Bollywood and young India Tuesday passionately defended Aamir Khan-starrer PK even as Hindu rightwing groups continued their protests alleging that it defamed Hindu religion.
Producers, directors and actors as well as movie buffs IANS spoke to were unanimous that the Hindi film no way hurt Hindu interests and that the protests were unacceptable as it had cleared the censors.
But the Vishwa Hindu Parishad (VHP) reiterated its demand that the film, one of the biggest hits from Bollywood, be banned or at least what it said were the offending parts be deleted immediately.
PK, which released on December 19, shows Aamir as an alien who is fascinated by India. The film, which takes a swipe at godmen, also stars Anushka Sharma, Sanjay Dutt, Boman Irani and Sushant Singh Rajput.
On Tuesday, VHP and Bajrang Dal activists demonstrated at the Delite cinema in Old Delhi and at PVR Priya in south Delhi besides Kanpur, Bhopal and Bhubaneswar.
At all places, the protesters tore up the film's posters. The VHP said the screening was halted at the two theatres in the capital.
The industry admitted that the protests had slightly affected the box office collection of the film, which has grossed Rs.246 crore in less than two weeks in the country.
Director Rajkumar Hirani said: "I'm deeply saddened and concerned about the protests by some groups against our film. On behalf of the entire team of PK, I would like to clarify we respect all religions and faiths."
"It saddens me to think that a film ... is accused of being disrespectful of Hinduism. I would like to thank the millions of deeply religious people who have loved the film (which) condemns only the abuse of (religion)."He urged the Hindu groups "to see the film in totality".
Young India agreed.
"It is unfortunate that people are staging protests. The scenes and dialogues are not against god. As a Hindu myself, I didn't find anything insulting," film enthusiast Ayonav Bagchi, 33, said in an interview.
"My sentiments were not hurt. We have seen how godmen work in India. Most are corrupt. The movie is asking people to stay away from such people, and that's fine with me," he added.
Md. Anzaar Aslam, 28, too praised the film.
"What could have been a better way to portray the intoxication of Indian society doped in religious superstitions? The protest was expected from a society which remains confined in the interpretations made by Pandits and Maulvis and has lost scientific temper," he said.
Ragini Jha, 23, enjoyed PK so much that she has watched it twice. "It is not targeting anyone. It is not against any religion. I don't understand why people are taking offence."
Arya Samaj leader Swami Agnivesh in fact demanded that the movie be made tax free.
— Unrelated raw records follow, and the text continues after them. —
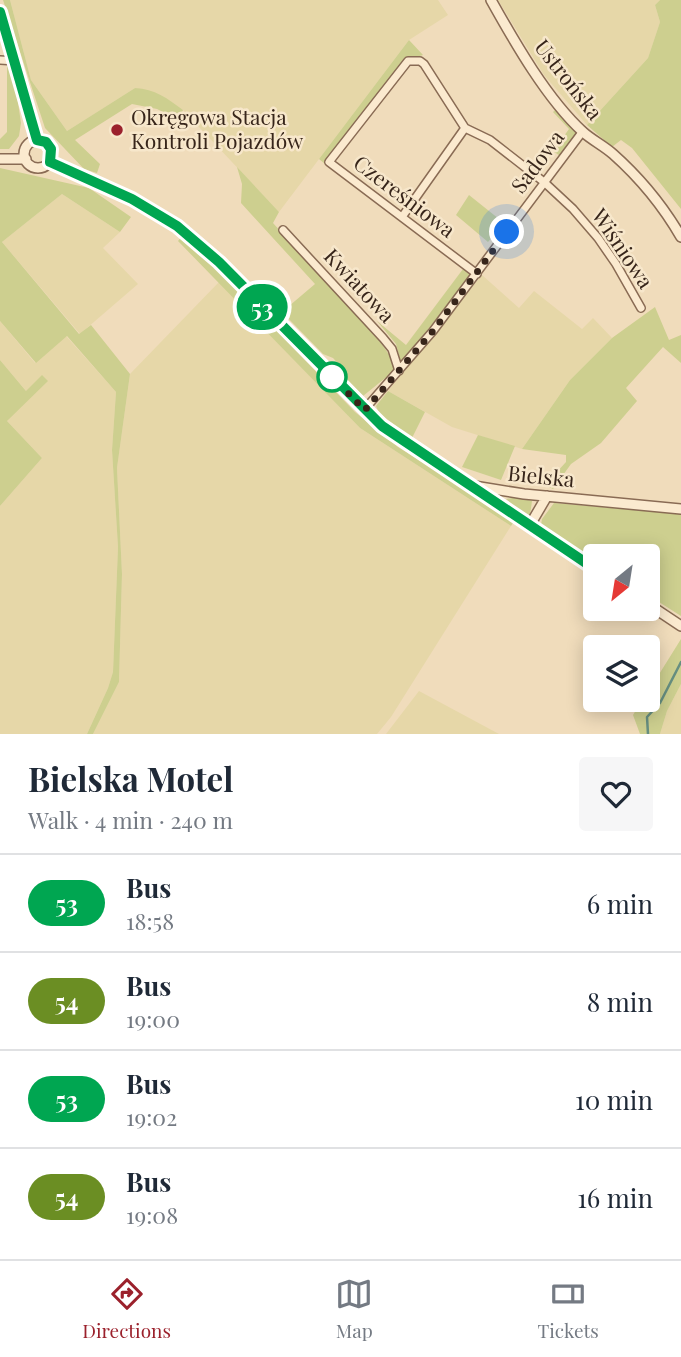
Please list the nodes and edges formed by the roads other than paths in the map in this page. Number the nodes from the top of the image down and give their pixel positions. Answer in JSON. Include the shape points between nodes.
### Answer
{"nodes":[{"id":1,"x":491,"y":0,"type":"edge"},
{"id":2,"x":0,"y":12,"type":"edge"},
{"id":3,"x":0,"y":60,"type":"edge"},
{"id":4,"x":15,"y":61,"type":"junction"},
{"id":5,"x":465,"y":128,"type":"junction"},
{"id":6,"x":583,"y":131,"type":"junction"},
{"id":7,"x":37,"y":140,"type":"junction"},
{"id":8,"x":0,"y":159,"type":"edge"},
{"id":9,"x":26,"y":159,"type":"junction"},
{"id":10,"x":50,"y":162,"type":"junction"},
{"id":11,"x":544,"y":182,"type":"junction"},
{"id":12,"x":402,"y":217,"type":"junction"},
{"id":13,"x":283,"y":230,"type":"dead end"},
{"id":14,"x":681,"y":237,"type":"edge"},
{"id":15,"x":477,"y":274,"type":"junction"},
{"id":16,"x":641,"y":308,"type":"dead end"},
{"id":17,"x":399,"y":371,"type":"junction"},
{"id":18,"x":365,"y":410,"type":"junction"},
{"id":19,"x":472,"y":486,"type":"junction"},
{"id":20,"x":547,"y":496,"type":"junction"},
{"id":21,"x":681,"y":509,"type":"edge"},
{"id":22,"x":530,"y":525,"type":"junction"},
{"id":23,"x":583,"y":561,"type":"edge"},
{"id":24,"x":660,"y":612,"type":"edge"},
{"id":25,"x":681,"y":626,"type":"edge"}],
"edges":[{"from":1,"to":6,"type":"street","name":"Ustrońska","via":[[532,68]]},
{"from":2,"to":4,"type":"street"},
{"from":3,"to":4,"type":"street"},
{"from":4,"to":7,"type":"street"},
{"from":5,"to":11,"type":"street","name":"Czereśniowa"},
{"from":5,"to":12,"type":"street"},
{"from":5,"to":12,"type":"street","name":"Czereśniowa","via":[[424,64],[408,61],[329,162]]},
{"from":6,"to":11,"type":"street","name":"Sadowa"},
{"from":6,"to":14,"type":"street","name":"Ustrońska","via":[[638,177]]},
{"from":7,"to":9,"type":"street","via":[[26,147]]},
{"from":7,"to":10,"type":"street","via":[[49,145]]},
{"from":8,"to":9,"type":"street"},
{"from":9,"to":10,"type":"street","via":[[34,167]]},
{"from":10,"to":18,"type":"street","name":"Bielska","via":[[132,199],[193,238]]},
{"from":11,"to":15,"type":"street","name":"Sadowa"},
{"from":11,"to":16,"type":"street","name":"Wiśniowa","via":[[598,238]]},
{"from":12,"to":15,"type":"street","name":"Czereśniowa"},
{"from":13,"to":17,"type":"street","name":"Kwiatowa","via":[[383,338]]},
{"from":15,"to":17,"type":"street","name":"Sadowa"},
{"from":17,"to":18,"type":"street","name":"Sadowa"},
{"from":18,"to":19,"type":"street","name":"Bielska","via":[[402,441]]},
{"from":19,"to":20,"type":"street","name":"Bielska"},
{"from":19,"to":22,"type":"street"},
{"from":20,"to":21,"type":"street","name":"Bielska"},
{"from":20,"to":22,"type":"street"},
{"from":22,"to":23,"type":"street"},
{"from":24,"to":25,"type":"street"}]}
Agnivesh said: "I found this film brilliant. It raises a fundamental debate on the true nature of any religion and their concept of god, the creator... The questions are very profound. The whole controversy is ... by those who feel threatened."
Bollywood personalities came out openly in support of PK, wondering how a movie cleared by the censors could be so viciously attacked.
"What kind of a democracy are we living in?" asked director Karan Johar.
Actor Pooja Bedi tweeted: "God wants spiritual fruit, not religious nuts! Let's support PK."
But VHP spokesman Vinod Bansal told IANS that the movie attacked Hindu religion.
"The movie makes fun of Hinduism in every possible way... Scenes of attack on Christianity and Islam last for two minutes. For the rest of two-and-a- half hours or more, they keep making fun of Hinduism."
Demonstrations against the movie took place Monday in Agra, Bhopal and Ahmedabad. Among those who have flayed it are yoga guru Baba Ramdev, Swami Swaroopanand Shankracharya and Maulana Firangi Mahal.
Filmmaker Uday Chopra does not agree: "What a wonderful film! I am bowled over. It is the most important film that every Indian should see."
Added producer Ritesh Sidhwani: "PK is a must watch. I am a believer and nowhere does it hurt our sentiments or question religion."